Closed shihyuan closed 10 years ago

shihyuan commented 10 years ago

Summary

The restoreCanvas() does not restore the canvas to the state saved by saveCanvas() before it is scaled by scaleCanvas().

Example

I reproduced the issue using the sandbox with the following codes:

First draw a circle

// Draw a circle
$("canvas").drawArc({
  fillStyle: "#000",
  x: 100, y: 100,
  radius: 20,
  layer: true
})

Then save the current canvas, before scaling it and re-draw the layers with:

// Save the original canvas
$("canvas").saveCanvas();

// Scale the canvas
$("canvas").scaleCanvas({
  scaleX:1,
  scaleY:0.5
});

// Redraw the layers to show the scaled circle
$("canvas").drawLayers();

At this point the circle shown is squished due to the scaling of the canvas.

Then let's restore the original non-scaled canvas with

// Restore to the non-scaled canvas
$("canvas").restoreCanvas();

Finally re-draw the circle by

// Redraw the layers
$("canvas").drawLayers();

The circle is still shown squished, which is not the expected behavior of saveCanvas() and restoreCanvas().

Things I've tried

caleb531 commented 10 years ago

A few things:

When transforming a canvas consisting of jCanvas layers, you should really also make your transformation a layer using the layer property, like so:

$("canvas").scaleCanvas({
  layer: true,
  scale: 0.9
});

However, when you do this, you must also call the restoreCanvas() method with layer: true. This tells jCanvas to reset the transformation at the end of every redraw (saving you from compounding transformations).

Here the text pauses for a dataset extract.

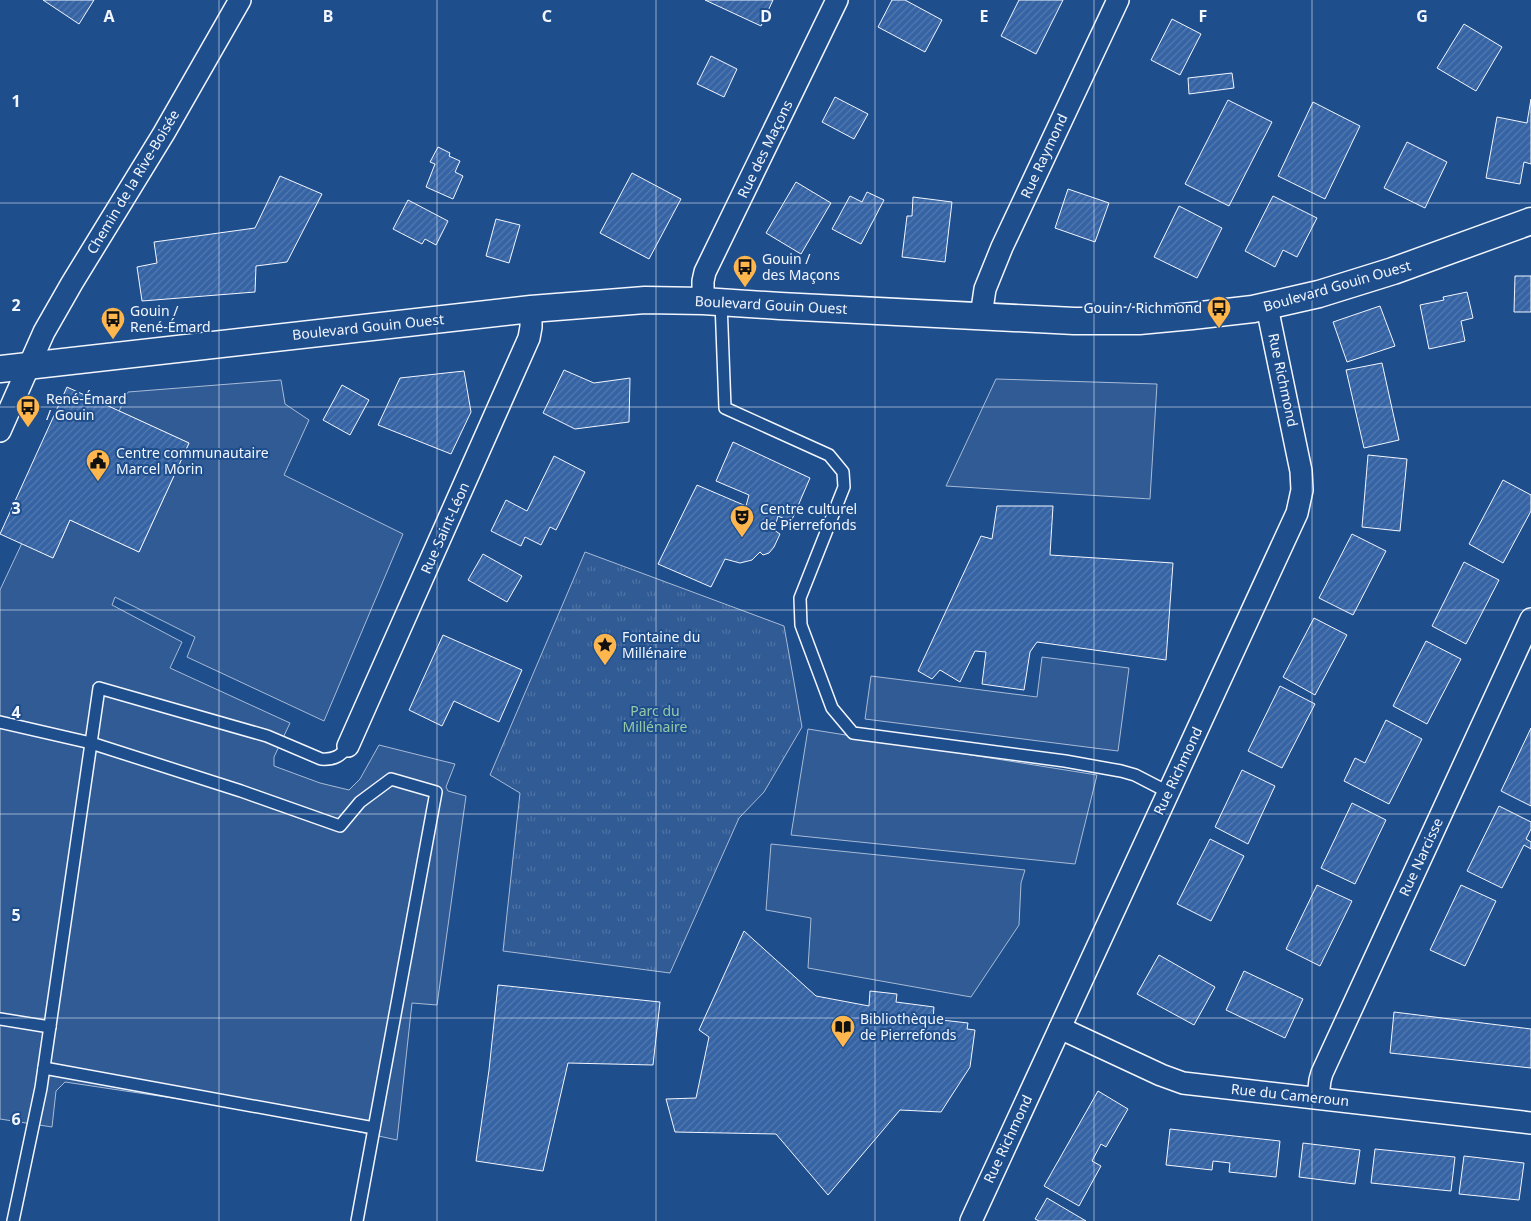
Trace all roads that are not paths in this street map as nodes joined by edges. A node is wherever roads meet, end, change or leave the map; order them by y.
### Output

$("canvas").restoreCanvas({
  layer: true
});

However, the important thing here is that you must create these transformation layers (that is, scaleCanvas() and restoreCanvas()) before calling drawLayers(). Otherwise, jCanvas will reapply the transformation when redrawing layers because the scale transformation (in this case) is an actual layer itself.

Finally, note that all of the transformation methods (scaleCanvas(), translateCanvas(), etc.) will automatically call the saveCanvas() method before transforming so you don't have to.

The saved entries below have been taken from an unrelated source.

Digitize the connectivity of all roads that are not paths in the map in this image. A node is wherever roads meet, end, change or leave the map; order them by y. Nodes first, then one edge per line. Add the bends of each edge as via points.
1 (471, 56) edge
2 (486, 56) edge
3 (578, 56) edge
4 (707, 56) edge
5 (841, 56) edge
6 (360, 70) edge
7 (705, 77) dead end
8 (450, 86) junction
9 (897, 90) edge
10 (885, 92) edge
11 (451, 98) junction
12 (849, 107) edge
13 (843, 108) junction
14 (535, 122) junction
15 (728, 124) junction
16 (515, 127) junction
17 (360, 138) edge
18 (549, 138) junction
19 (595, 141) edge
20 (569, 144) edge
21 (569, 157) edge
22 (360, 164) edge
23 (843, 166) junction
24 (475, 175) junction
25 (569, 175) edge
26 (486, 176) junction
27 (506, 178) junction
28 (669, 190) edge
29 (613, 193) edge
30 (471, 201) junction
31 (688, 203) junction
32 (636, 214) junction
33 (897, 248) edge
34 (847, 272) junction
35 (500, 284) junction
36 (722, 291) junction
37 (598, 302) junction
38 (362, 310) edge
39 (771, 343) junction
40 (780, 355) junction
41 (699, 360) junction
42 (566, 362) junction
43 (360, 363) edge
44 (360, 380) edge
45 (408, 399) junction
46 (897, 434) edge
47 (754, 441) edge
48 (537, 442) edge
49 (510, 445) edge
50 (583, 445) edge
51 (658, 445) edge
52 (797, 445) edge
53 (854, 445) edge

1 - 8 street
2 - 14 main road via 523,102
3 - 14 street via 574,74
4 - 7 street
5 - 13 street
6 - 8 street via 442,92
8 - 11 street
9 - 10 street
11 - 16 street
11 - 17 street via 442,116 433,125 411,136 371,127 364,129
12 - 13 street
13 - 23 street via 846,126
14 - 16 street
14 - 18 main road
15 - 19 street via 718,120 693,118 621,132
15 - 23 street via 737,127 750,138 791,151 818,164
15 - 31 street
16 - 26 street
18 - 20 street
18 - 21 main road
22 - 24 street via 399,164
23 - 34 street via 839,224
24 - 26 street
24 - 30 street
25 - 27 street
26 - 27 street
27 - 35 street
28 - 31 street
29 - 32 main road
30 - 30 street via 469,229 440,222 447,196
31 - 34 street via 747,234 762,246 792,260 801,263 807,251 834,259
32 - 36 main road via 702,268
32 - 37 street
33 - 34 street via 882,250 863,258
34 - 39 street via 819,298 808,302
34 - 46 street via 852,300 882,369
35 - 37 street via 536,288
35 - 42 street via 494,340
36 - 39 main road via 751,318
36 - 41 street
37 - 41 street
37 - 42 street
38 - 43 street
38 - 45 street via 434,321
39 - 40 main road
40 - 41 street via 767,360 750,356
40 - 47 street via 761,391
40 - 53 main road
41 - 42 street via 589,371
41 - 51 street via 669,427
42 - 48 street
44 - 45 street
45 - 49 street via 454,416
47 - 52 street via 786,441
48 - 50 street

With this in mind, here is a working version of your code:

// Cache canvas and grid properties
var $canvas = $("canvas");

// Scale the canvas
$canvas.scaleCanvas({
  layer: true,
  scaleX: 1,
  scaleY: 0.5
});

// Restore the canvas
$canvas.restoreCanvas({
  layer: true
});

// Draw a circle
$canvas.drawArc({
  layer: true,
  fillStyle: "#000",
  x: 100, y: 100,
  radius: 20
});

// Redraw the layers to show the scaled circle
$canvas.drawLayers();
shihyuan commented 10 years ago

Thanks @caleb531. That makes a lot of sense. I didn't realize that even without the layer: true, canvas manipulators are still treated as layers.